Ma questo nume istesso, per cui si nasce e muore,
Difende dagl’insulti di un’innocente il cuore.
Fra le vostre rapine nella superba istoria
No vantar non potrete sì barbara vittoria.
Nel valor dalle donne coll’uom non si contrasta;
Ma per l’onor difendere abbiam forza che basta.
E l’userò in tal modo coll’aggressore ardito,
Che dalla mia costanza rintanerà avvilito.
D. Ximene. Povero quel valore che tu mi vanti in faccia.
Veggiam l’eccelsa prova dell’orrida minaccia.
Vieni come. (l'afferra per un braccio
Delmira.   Lasciatemi. (tenta liberarsi
D. Ximene.   Guardie, il cammin scortate.
(come sopra
Delmira. Viva, no, non mi avrete.

SCENA VI.

Don Alonso e Donn’Alba con seguito, e detti.

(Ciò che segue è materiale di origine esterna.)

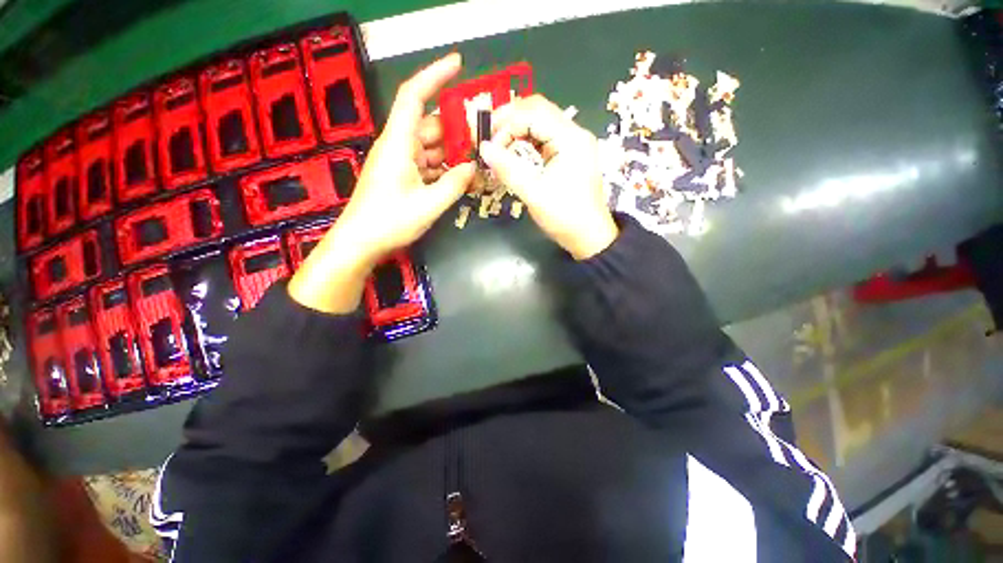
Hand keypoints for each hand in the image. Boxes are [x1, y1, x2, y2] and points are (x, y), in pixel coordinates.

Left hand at [289, 53, 475, 312]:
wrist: (361, 242)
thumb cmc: (390, 222)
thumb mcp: (429, 205)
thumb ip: (454, 184)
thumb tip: (473, 167)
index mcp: (398, 143)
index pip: (415, 96)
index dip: (435, 75)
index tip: (458, 64)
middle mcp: (398, 146)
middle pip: (430, 125)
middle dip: (456, 128)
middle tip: (484, 137)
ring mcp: (399, 162)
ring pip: (431, 147)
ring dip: (453, 153)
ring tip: (477, 161)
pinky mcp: (401, 176)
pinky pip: (427, 164)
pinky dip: (443, 169)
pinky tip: (460, 178)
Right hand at [481, 95, 617, 259]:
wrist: (588, 237)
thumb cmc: (564, 216)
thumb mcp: (534, 193)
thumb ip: (508, 169)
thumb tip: (483, 148)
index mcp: (571, 138)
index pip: (533, 112)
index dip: (506, 123)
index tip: (487, 144)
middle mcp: (573, 134)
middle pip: (536, 112)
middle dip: (509, 123)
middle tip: (488, 141)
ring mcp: (571, 145)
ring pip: (538, 125)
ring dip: (515, 135)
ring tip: (498, 151)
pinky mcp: (567, 156)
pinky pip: (542, 141)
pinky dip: (524, 146)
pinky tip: (513, 159)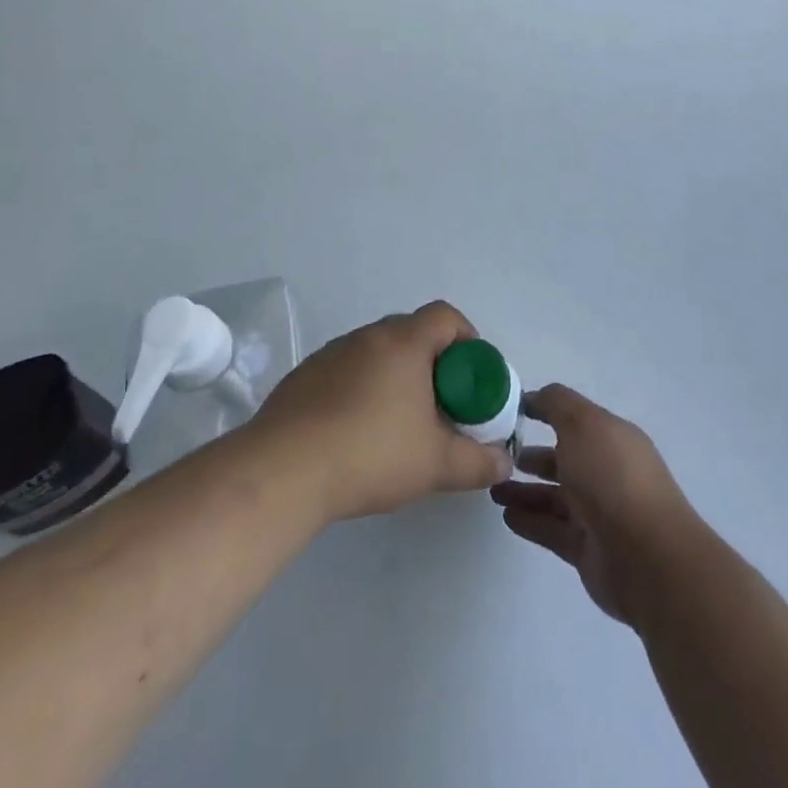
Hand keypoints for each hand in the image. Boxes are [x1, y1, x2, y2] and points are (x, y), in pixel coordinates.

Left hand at [253, 302, 512, 524]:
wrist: (284, 470)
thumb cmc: (371, 454)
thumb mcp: (437, 464)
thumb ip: (478, 461)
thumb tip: (504, 460)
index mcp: (403, 342)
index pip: (446, 316)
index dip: (468, 339)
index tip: (472, 377)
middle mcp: (367, 336)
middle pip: (411, 333)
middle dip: (433, 364)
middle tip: (441, 404)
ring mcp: (330, 354)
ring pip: (376, 353)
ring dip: (395, 377)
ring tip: (399, 424)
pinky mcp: (303, 377)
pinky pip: (345, 372)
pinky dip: (361, 391)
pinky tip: (356, 434)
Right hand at [490, 385, 700, 628]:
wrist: (647, 558)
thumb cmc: (613, 478)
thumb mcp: (583, 424)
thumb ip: (556, 404)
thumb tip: (534, 397)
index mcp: (611, 438)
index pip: (574, 419)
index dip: (543, 412)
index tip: (508, 413)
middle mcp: (606, 472)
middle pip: (563, 460)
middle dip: (531, 456)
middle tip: (496, 456)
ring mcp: (598, 513)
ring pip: (554, 496)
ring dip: (524, 491)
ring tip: (493, 488)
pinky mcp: (587, 549)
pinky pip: (552, 529)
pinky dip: (530, 521)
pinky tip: (506, 515)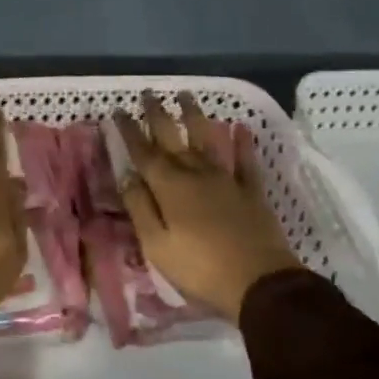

D. Alonso.   Ah giusto Ciel! che fate!

D. Ximene. Qual sorpresa!
Donn’Alba.   Infedele! questo è d’onor l’impegno?
Vile amator di schiave, sei di mia stima indegno.
Non ti pensar ch’io venga per te d’amore accesa:
Curiosità mi sprona della novella impresa.
A te diedi mia fede in grazia del germano:
Non merta di donn’Alba un perfido la mano.
Il sangue mio si sdegna, meco si sdegna onore
D’aver per un momento amato un traditore.
D. Ximene. Odo l’usato stile del vostro labbro altero.
Non curo il vostro cuore, sia docile o severo.